EXERCISE DIRECTIONS:
Extract, from the records beneath this instruction, each line that contains the word "other".

Stored items
-*-

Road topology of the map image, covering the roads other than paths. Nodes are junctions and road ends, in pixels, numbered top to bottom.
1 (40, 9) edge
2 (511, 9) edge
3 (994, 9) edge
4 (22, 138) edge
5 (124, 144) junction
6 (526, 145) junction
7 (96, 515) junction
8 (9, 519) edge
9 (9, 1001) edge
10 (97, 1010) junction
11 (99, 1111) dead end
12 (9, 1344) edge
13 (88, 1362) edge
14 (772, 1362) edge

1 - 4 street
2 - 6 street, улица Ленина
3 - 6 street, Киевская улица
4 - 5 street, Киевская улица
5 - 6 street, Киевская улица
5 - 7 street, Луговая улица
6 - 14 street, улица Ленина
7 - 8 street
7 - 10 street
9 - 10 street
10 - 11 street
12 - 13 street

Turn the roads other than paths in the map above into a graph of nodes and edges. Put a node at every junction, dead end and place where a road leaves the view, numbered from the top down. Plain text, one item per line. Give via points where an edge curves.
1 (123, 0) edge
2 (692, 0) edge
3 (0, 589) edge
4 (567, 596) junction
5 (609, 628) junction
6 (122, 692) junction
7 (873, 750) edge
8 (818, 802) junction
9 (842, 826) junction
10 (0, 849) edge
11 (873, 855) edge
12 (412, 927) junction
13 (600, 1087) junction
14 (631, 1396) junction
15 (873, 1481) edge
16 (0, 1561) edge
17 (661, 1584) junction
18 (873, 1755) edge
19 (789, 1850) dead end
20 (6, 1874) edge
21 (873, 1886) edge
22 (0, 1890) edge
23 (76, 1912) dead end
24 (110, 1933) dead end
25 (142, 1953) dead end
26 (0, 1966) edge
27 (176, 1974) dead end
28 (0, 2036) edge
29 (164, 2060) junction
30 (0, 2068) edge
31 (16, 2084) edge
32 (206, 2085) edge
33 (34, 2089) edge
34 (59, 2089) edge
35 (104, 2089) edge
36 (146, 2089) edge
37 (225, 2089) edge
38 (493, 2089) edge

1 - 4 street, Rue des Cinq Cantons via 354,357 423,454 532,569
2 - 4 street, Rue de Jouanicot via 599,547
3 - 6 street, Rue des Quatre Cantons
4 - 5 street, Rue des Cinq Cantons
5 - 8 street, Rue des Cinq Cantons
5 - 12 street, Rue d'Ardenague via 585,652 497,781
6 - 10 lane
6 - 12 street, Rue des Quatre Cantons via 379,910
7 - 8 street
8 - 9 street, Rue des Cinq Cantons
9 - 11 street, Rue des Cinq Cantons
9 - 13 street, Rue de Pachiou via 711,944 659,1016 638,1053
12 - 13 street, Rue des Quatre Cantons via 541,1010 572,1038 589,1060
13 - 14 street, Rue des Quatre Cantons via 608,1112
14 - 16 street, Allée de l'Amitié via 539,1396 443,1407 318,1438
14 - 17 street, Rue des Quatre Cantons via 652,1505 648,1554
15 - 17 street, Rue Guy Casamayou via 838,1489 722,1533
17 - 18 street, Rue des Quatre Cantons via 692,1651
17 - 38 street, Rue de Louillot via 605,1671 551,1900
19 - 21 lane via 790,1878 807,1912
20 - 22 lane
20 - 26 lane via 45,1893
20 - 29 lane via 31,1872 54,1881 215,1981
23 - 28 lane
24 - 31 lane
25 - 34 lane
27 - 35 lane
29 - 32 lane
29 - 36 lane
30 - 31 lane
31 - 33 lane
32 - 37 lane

-*-

EXPECTED ANSWER:
Road topology of the map image, covering the roads other than paths. Nodes are junctions and road ends, in pixels, numbered top to bottom.
Turn the roads other than paths in the map above into a graph of nodes and edges. Put a node at every junction, dead end and place where a road leaves the view, numbered from the top down. Plain text, one item per line. Give via points where an edge curves.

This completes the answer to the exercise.